== TASK ==
Go through the following data and transcribe exactly the stretch of lines from the one holding "pinky dip: (245, 247)" to the one holding "middle tip: (860, 938)", both included.

Joint position lists
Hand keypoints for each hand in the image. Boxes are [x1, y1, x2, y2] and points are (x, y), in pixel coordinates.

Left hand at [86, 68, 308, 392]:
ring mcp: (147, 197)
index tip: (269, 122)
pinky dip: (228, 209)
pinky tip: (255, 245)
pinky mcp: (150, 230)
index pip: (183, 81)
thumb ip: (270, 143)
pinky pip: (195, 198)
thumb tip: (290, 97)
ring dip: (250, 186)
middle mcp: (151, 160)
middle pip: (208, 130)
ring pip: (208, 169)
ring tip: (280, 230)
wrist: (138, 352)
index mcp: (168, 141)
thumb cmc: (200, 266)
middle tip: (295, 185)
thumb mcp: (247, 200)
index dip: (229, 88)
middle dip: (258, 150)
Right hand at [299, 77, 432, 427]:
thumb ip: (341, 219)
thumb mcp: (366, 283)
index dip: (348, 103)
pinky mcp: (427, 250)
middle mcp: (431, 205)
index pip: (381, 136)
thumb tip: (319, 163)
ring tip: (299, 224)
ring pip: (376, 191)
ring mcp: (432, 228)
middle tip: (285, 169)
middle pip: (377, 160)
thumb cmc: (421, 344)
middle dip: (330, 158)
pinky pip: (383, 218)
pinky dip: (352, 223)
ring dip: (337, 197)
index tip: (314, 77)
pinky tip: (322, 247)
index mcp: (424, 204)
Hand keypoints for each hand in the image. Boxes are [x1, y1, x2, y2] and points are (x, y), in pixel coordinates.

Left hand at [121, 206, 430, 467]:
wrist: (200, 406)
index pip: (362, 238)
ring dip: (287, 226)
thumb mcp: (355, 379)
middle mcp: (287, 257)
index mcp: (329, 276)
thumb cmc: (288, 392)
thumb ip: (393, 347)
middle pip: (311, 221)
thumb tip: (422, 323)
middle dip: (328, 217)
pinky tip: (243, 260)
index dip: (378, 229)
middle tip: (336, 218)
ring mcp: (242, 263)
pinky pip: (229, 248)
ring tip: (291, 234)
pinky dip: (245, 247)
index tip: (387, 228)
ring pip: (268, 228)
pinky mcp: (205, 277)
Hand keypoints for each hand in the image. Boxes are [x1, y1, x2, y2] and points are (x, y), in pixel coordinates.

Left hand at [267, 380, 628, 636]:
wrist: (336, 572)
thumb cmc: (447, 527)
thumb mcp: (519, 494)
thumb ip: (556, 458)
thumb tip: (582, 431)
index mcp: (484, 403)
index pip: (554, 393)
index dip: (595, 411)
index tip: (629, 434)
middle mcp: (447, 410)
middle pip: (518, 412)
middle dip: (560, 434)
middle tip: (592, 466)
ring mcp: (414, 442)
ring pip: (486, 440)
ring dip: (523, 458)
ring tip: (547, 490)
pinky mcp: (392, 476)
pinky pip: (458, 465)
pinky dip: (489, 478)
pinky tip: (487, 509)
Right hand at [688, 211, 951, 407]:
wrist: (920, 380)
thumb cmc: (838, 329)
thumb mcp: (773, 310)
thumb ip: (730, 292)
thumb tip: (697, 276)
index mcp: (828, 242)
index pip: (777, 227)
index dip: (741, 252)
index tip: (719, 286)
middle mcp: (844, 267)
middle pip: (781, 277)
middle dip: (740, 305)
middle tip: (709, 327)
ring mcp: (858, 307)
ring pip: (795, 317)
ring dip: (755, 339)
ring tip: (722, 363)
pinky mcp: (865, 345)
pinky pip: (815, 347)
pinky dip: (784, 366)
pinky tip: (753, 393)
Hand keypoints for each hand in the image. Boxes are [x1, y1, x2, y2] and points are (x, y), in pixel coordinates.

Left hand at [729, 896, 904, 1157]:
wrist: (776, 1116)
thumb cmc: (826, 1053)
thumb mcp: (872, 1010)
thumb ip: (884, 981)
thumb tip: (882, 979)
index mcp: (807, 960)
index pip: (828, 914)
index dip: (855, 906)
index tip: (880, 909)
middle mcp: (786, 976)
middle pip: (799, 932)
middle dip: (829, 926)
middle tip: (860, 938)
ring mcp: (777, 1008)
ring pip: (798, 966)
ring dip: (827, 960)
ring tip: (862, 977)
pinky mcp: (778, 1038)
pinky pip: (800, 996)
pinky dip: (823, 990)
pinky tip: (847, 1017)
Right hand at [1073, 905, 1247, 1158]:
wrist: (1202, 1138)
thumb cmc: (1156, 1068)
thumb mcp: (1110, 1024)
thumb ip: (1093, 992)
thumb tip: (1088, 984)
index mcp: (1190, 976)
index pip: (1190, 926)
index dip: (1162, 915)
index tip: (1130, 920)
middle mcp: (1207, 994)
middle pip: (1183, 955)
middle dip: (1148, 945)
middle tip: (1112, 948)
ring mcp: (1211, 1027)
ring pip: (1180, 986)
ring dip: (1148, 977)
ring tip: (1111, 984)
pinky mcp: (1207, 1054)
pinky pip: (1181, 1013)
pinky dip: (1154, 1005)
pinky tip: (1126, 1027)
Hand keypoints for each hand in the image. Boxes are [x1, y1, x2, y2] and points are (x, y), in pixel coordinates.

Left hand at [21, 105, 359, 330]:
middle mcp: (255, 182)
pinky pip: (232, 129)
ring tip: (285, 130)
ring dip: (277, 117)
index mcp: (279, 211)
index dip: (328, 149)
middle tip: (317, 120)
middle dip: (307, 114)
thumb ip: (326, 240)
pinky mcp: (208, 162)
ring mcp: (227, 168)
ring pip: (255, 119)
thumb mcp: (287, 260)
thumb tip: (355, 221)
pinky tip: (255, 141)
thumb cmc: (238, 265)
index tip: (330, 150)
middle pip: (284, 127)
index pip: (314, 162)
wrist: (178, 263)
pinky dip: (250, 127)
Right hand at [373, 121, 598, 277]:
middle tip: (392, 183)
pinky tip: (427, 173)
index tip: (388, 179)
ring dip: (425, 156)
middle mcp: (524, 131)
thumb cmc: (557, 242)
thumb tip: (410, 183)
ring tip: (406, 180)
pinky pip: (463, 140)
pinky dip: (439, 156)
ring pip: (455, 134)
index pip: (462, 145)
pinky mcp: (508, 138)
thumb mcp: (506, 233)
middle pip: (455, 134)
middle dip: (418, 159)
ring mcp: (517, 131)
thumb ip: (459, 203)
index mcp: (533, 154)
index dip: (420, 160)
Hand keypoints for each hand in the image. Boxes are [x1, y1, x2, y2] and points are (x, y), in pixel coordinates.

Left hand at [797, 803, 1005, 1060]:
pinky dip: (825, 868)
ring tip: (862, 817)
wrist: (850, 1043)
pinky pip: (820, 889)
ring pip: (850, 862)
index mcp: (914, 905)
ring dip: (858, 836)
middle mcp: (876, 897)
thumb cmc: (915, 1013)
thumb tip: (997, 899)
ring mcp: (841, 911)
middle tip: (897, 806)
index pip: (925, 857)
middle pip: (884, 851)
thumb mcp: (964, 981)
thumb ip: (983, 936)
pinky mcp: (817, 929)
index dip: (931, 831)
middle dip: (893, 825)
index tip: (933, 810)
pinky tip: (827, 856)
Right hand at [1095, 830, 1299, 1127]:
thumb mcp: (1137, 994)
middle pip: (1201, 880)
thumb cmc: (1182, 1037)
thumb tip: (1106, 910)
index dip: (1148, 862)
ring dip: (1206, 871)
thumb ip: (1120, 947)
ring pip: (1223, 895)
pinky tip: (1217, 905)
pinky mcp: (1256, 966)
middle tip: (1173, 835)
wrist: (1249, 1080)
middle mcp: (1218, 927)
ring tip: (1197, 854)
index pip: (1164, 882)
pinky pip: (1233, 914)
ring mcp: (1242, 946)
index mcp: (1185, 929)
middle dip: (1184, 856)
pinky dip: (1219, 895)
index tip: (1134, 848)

== TASK SOLUTION ==
pinky dip: (245, 247)
index tip: (387, 228)
ring pip: (268, 228)
pinky mcp: (205, 277)
Hand keypoints for each hand in the image. Boxes are [x1, y1, x2, y2] and points are (x, y), in pixel coordinates.

Left hand at [267, 380, 628, 636]:
wrist: (336, 572)
thumb cmc: (447, 527)
thumb mcp: (519, 494)
thumb ip: (556, 458)
thumb tip: (582, 431)
index mcp: (484, 403)
index pip: (554, 393)
index dip: (595, 411)
index tip: (629, 434)
middle mcp: (447, 410)
middle pip: (518, 412)
middle dip: (560, 434)
middle tip: (592, 466)
ring mcp: (414, 442)
ring pip: (486, 440)
ring dip: (523, 458)
ring tip: (547, 490)
pinky mcp: (392, 476)
pinky pip: (458, 465)
pinky dip: (489, 478)
pinky tip: (487, 509)
Right hand at [688, 211, 951, 407]:
wrist: (920, 380)
thumb cmc: (838, 329)
thumb mcp: (773, 310)
thumb ip: (730, 292)
thumb tip: (697, 276)
index mcp: (828, 242)
index pip: (777, 227)
index dip: (741, 252)
index tip: (719, 286)
middle mcp: (844, 267)
middle pip: (781, 277)
middle dip: (740, 305)
middle tip: (709, 327)
ring mcp: (858, 307)
ring pip: (795, 317)
ring dip: (755, 339)
ring tip: (722, 363)
pinky mcp: (865, 345)
pinky pip: (815, 347)
pinky dip: (784, 366)
pinky tip: (753, 393)
Hand keypoints for each hand in the image. Boxes are [x1, y1, x2, y2] and points are (x, y), in pixel coordinates.

Left hand at [729, 896, 904, 1157]:
wrist: (776, 1116)
thumb cmc: (826, 1053)
thumb mcp: (872, 1010)
thumb ip: (884, 981)
thumb tip: (882, 979)
index mcp: (807, 960)
index pip: (828, 914)
index dip: (855, 906)
index tip: (880, 909)
middle mcp: (786, 976)
middle pip: (799, 932)
middle dip: (829, 926)
middle tip: (860, 938)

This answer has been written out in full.